EXERCISE OBJECTIVE: Copy word for word, please, the lines of the entries below running from the one containing "index tip: (358, 166)" to the one containing "thumb ip: (524, 290)", both ends included.

====== INPUT DATA ======

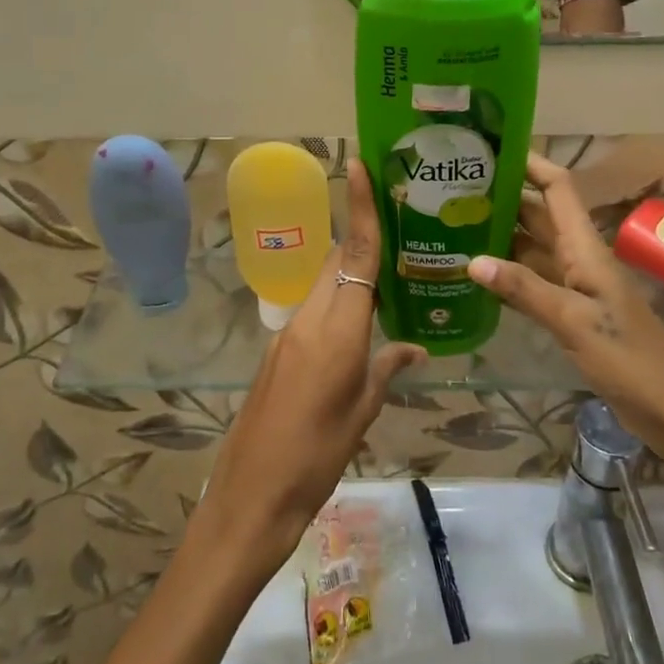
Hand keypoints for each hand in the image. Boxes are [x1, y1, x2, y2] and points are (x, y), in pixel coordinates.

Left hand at [196, 162, 423, 576]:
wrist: (250, 496)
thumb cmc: (316, 458)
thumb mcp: (363, 413)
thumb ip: (387, 369)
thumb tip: (414, 347)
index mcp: (336, 331)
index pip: (356, 256)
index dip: (360, 209)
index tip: (358, 166)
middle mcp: (308, 320)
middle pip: (336, 261)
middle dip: (361, 237)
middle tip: (398, 227)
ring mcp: (287, 334)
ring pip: (322, 284)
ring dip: (349, 272)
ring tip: (387, 275)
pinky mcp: (277, 351)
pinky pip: (311, 310)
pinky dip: (335, 302)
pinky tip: (356, 325)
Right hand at [466, 154, 663, 462]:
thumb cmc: (629, 359)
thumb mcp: (574, 322)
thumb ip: (524, 290)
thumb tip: (472, 260)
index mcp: (585, 248)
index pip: (558, 188)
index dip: (530, 164)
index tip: (491, 150)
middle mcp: (578, 258)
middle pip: (538, 215)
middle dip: (503, 198)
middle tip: (453, 190)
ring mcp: (575, 286)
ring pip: (532, 249)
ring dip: (500, 236)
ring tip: (454, 226)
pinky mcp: (571, 313)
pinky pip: (532, 283)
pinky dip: (506, 276)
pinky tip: (476, 278)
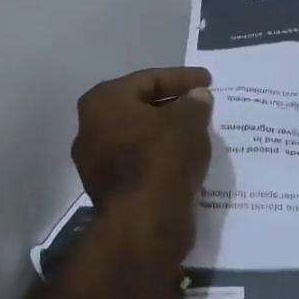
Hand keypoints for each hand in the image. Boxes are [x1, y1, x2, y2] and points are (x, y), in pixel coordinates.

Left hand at [71, 67, 213, 220]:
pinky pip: (140, 163)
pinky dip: (162, 157)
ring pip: (139, 138)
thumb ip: (194, 103)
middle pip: (140, 108)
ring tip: (198, 133)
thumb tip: (196, 97)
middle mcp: (90, 128)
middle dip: (172, 106)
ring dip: (167, 134)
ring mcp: (95, 162)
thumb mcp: (189, 121)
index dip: (182, 78)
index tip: (209, 81)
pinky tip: (185, 159)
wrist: (145, 221)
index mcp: (103, 101)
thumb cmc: (163, 157)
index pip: (149, 79)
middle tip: (202, 106)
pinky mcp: (109, 190)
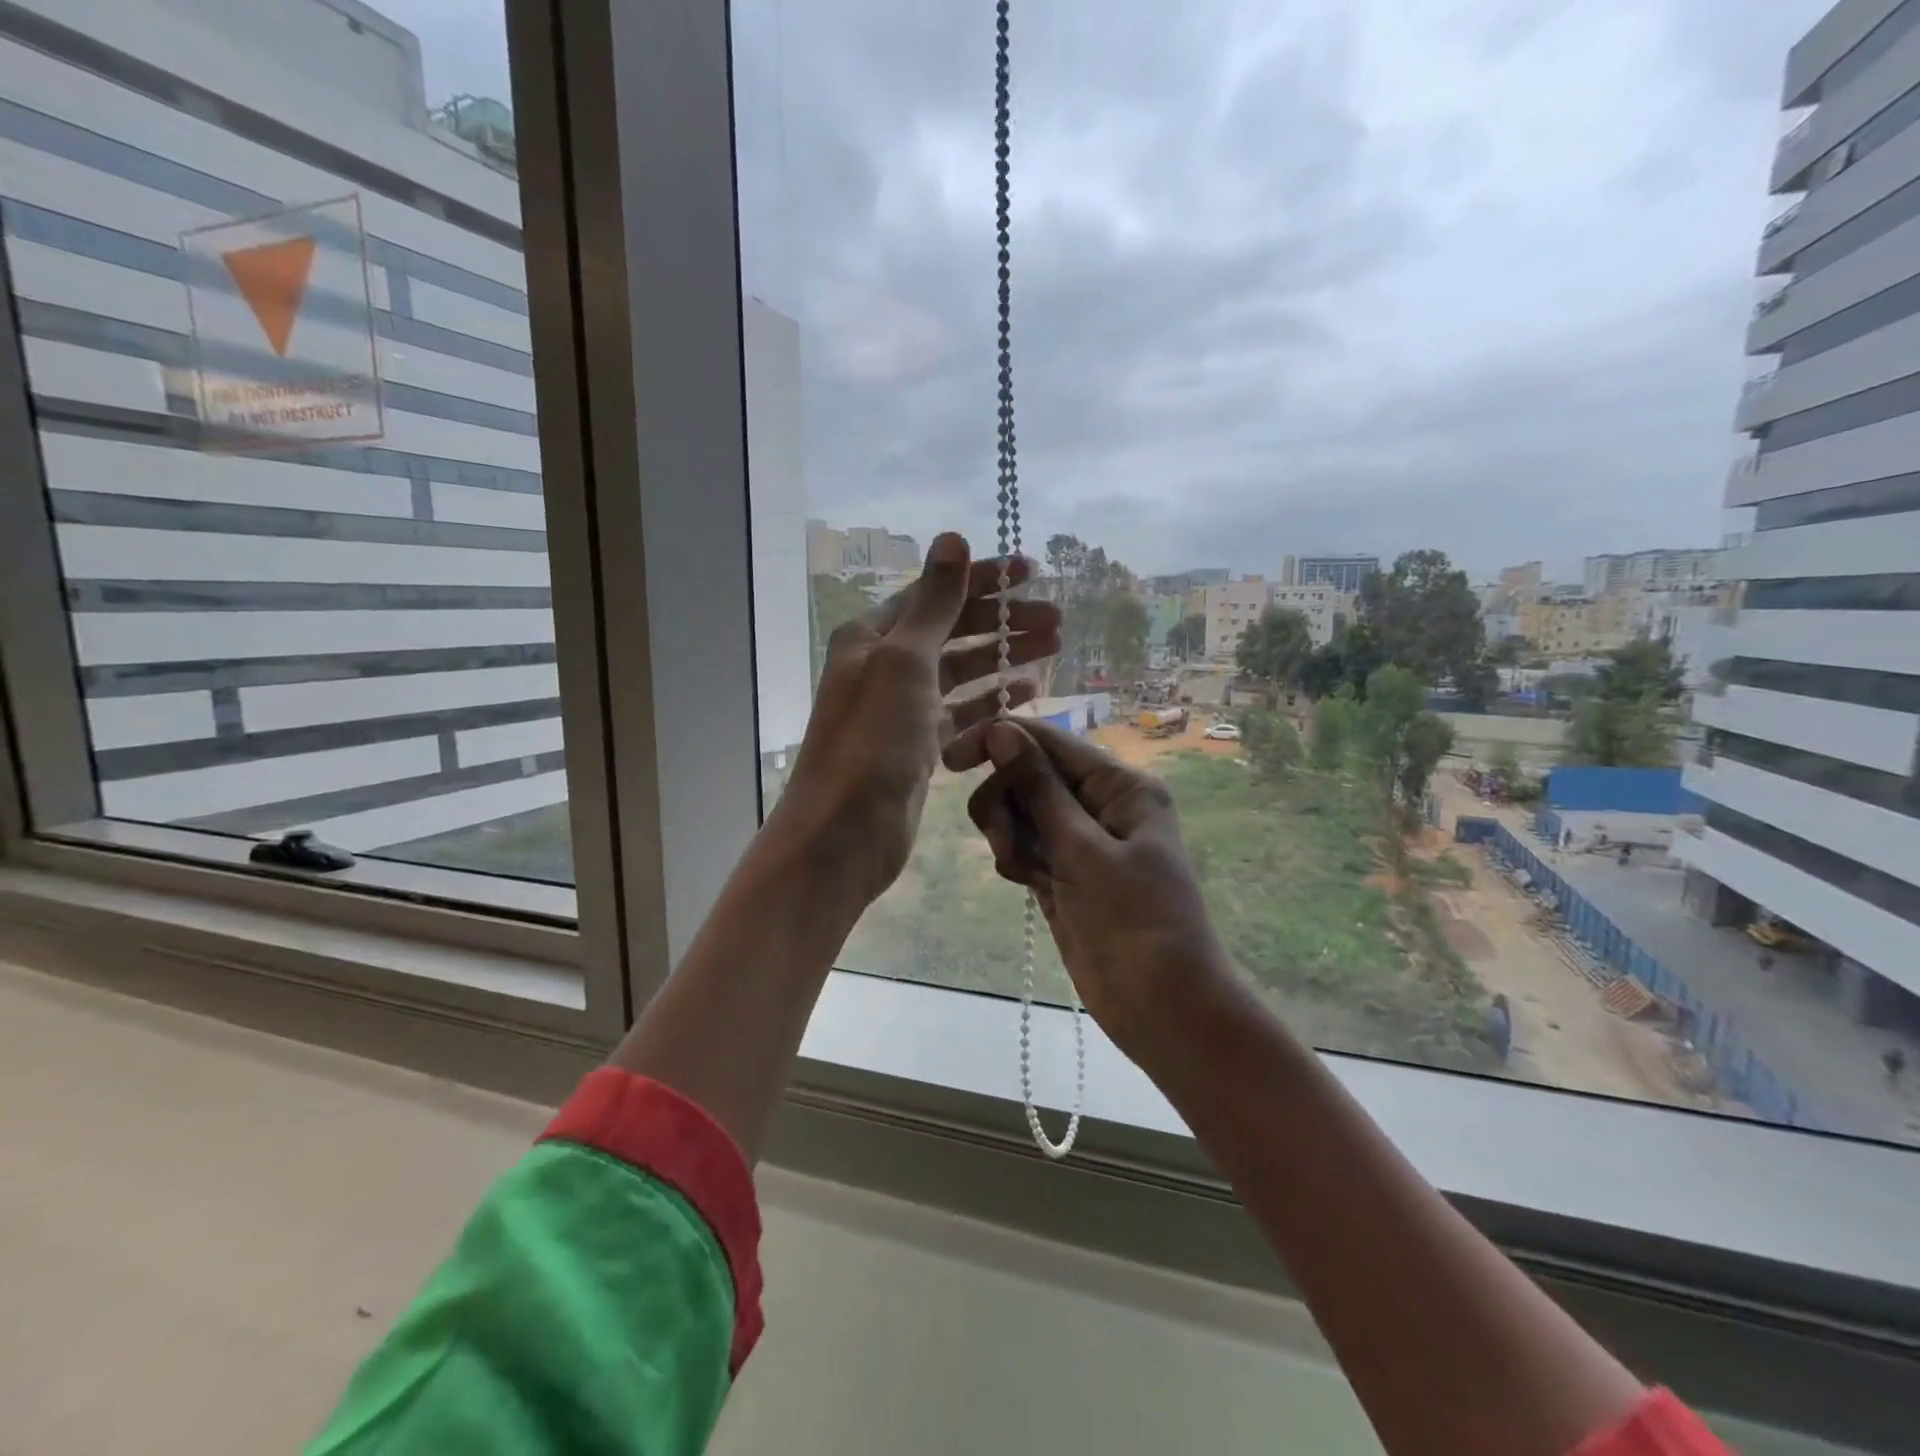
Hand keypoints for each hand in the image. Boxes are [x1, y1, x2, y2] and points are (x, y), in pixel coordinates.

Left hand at [774, 533, 1061, 903]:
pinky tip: (1024, 698)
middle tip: (1057, 622)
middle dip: (1004, 623)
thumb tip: (953, 537)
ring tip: (1052, 652)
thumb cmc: (874, 740)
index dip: (984, 579)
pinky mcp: (918, 749)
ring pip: (961, 674)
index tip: (1033, 572)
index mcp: (873, 637)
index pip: (936, 594)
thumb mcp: (905, 660)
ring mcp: (902, 710)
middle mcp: (885, 667)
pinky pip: (960, 716)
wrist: (846, 832)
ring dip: (1004, 661)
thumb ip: (935, 602)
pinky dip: (990, 705)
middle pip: (954, 633)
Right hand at [943, 718, 1234, 1068]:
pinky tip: (1025, 884)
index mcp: (1120, 786)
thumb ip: (1040, 789)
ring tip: (1019, 870)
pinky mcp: (1064, 874)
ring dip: (1007, 833)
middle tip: (1002, 841)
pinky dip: (1015, 858)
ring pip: (1021, 812)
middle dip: (1005, 800)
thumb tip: (1003, 730)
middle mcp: (1100, 805)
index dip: (998, 741)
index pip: (1050, 741)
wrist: (1163, 1008)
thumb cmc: (1135, 921)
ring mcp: (1081, 841)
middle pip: (1028, 775)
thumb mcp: (1084, 850)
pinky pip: (1025, 847)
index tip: (951, 759)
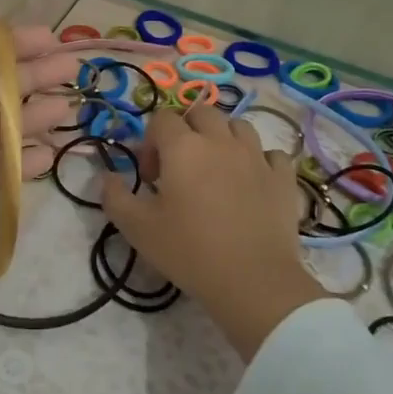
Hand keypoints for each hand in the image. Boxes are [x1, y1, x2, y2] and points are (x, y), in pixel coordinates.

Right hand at [101, 103, 324, 360]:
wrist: (253, 281)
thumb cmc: (189, 250)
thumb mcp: (137, 228)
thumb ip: (115, 196)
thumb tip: (109, 177)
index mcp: (183, 147)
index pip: (162, 118)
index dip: (150, 141)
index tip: (150, 176)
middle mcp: (221, 141)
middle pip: (201, 112)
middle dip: (187, 130)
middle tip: (180, 167)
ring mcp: (257, 156)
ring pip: (238, 126)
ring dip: (223, 139)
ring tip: (216, 169)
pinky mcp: (283, 178)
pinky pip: (271, 154)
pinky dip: (259, 161)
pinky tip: (251, 182)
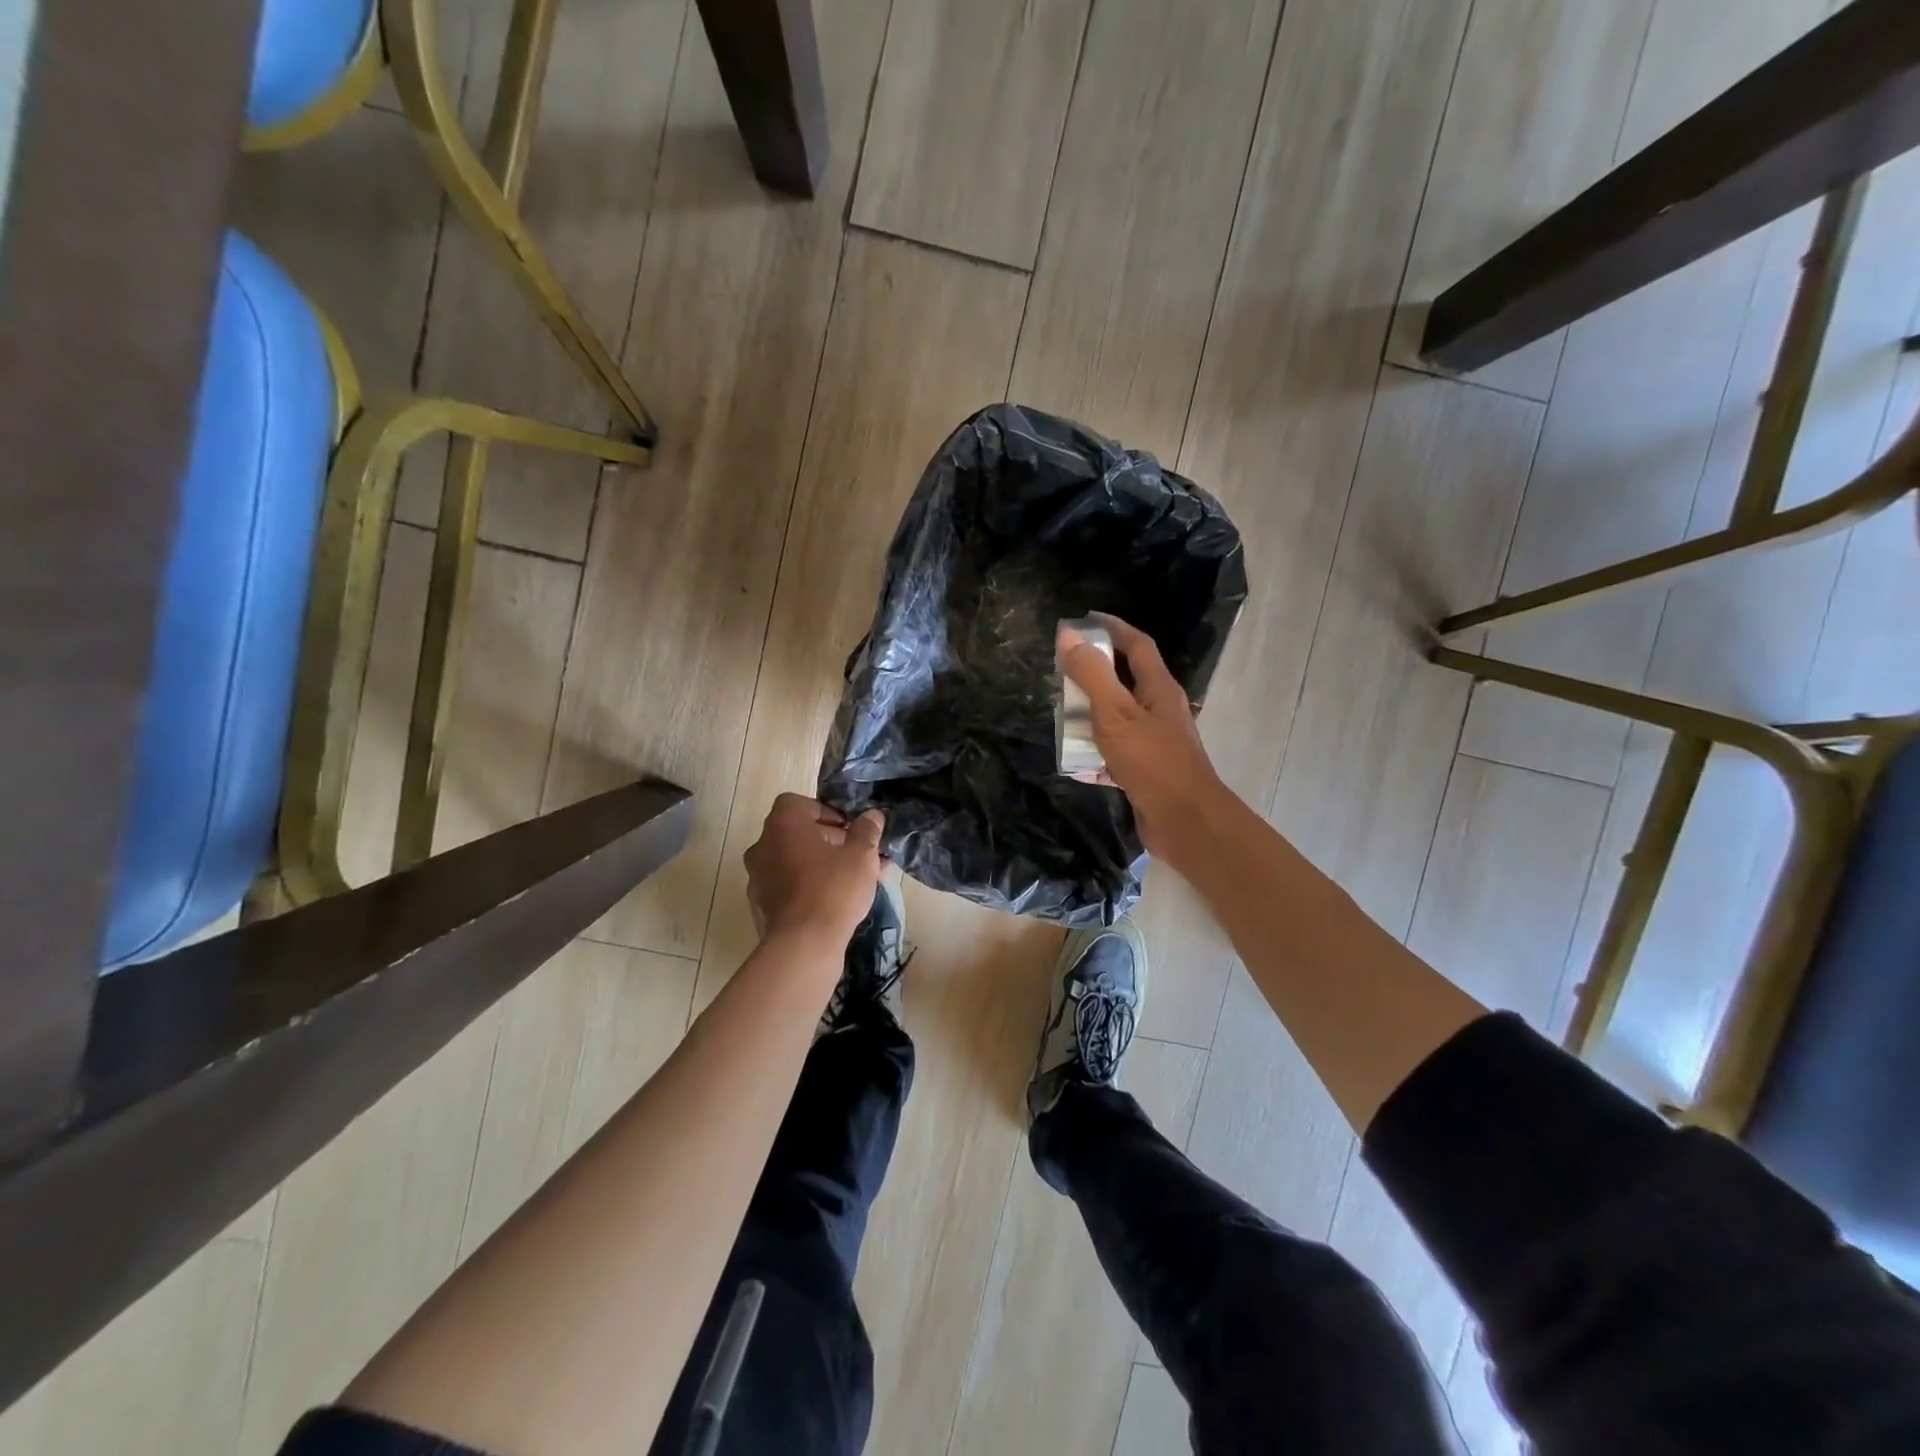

======

RESPONSE:
index tip: (358, 166)
middle mcp: (308, 320)
middle pip: (336, 261)
middle dip: (361, 237)
middle tip: (398, 227)
ring mcp: (287, 334)
ring pip: (322, 284)
ring dip: (349, 272)
ring tip: (387, 275)
pinky mcp: (277, 351)
pinky pip: (311, 310)
pinky dip: (335, 302)
pinky tip: (356, 325)
Right hand at [466, 154, 663, 462]:
thumb cmc: (629, 359)
thumb mcp: (574, 322)
thumb ip: (524, 290)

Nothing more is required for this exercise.